Vivere in un’illusione non serve a nulla. È quello che ci fa sentire fragili, vittime delle coincidenze e del caso. Per riuscire ad avere controllo bisogno proprio lasciarlo andare, il controllo. Bisogna avere fiducia nella vita, e poi magicamente tutte le cose prendono la piega che devono prendere. Che magari non è la piega che vorremo noi ma è sicuramente la piega giusta. E questa consapevolezza ci fa sprofondare in una oasi di estasi. Che sà di pace. Di calma. E finalmente l’anima si calma. Il cuore riprende un ritmo normale. Gli occhi vedono, le orecchie ascoltano, il naso sente gli odori, come mai aveva fatto prima. Il silenzio nella mente. Che benedizione! La fine della guerra. Avere un rapporto sano con se stessi non significa imporsi una scuola di pensiero che vada in contrapposizione con la natura delle proprie emozioni. Il finto buonismo non conduce a niente se non a cronicizzare il tuo malessere poiché ti fa sentire indegno nel provare la tua stessa sofferenza. C’è un tempo per ridere e uno per lasciarsi andare al più disperato dei pianti. Ma l’unico obiettivo per cui valga la pena predisporre le nostre azioni è quello di conoscere noi stessi. Tutto quello che facciamo deve essere diritto a noi stessi. Non agli altri, a nessun'altra inutile fonte esterna che non sia la nostra capacità di vederci con gli occhi della verità. Non ci sono vincitori né vinti in questa vita ma se proprio dobbiamo perdere, è meglio farlo con la propria faccia perché è solo attraverso questa resa che si può vedere cosa c’è oltre le vetta della montagna.

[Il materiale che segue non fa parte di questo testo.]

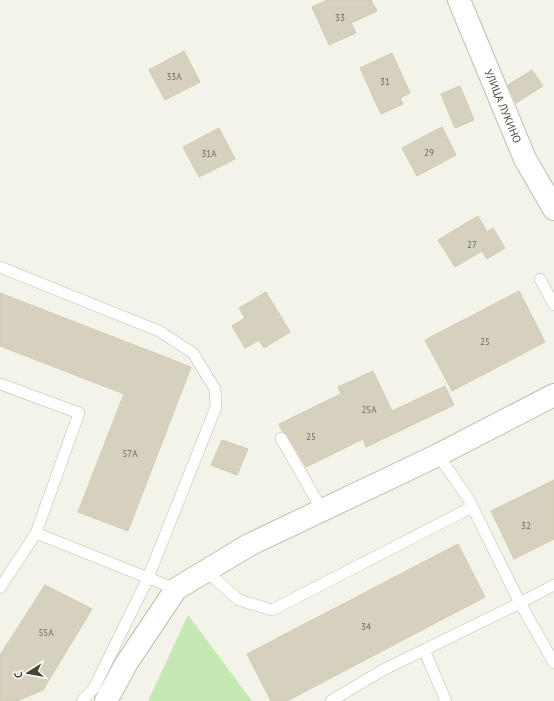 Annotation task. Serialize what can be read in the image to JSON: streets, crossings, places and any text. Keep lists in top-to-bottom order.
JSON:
{
  "streets": {
    "street": ["УЛИЦА ЛУКИНО"]
  },
  "house_numbers": [
    "33",
    "33А",
    "31",
    "29",
    "31А",
    "27",
    "25",
    "25А",
    "25",
    "57А",
    "32",
    "34",
    "55А"
  ],
  "north": "left"
}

È questo dunque il grande cambiamento: quando il bisogno di essere accettati, stimati o ben voluti si sostituisce al desiderio di essere veri. E quando impariamo ad amare noi stessi in questa maniera incondizionata, diventiamo capaci automaticamente di amare gli altri. Perché un’altra cosa che ho imparato è che non si può mai dare qualcosa che non si ha. Ora che sto sperimentando per la prima volta la sensazione di amarmi, di non essere una zattera in mezzo al mare sballottolata di qua e di là dalla corrente degli eventi, vittima del proprio destino, sento di capire di cosa sia fatto l’amore vero. E la libertà.
La felicità è davvero una cosa semplice.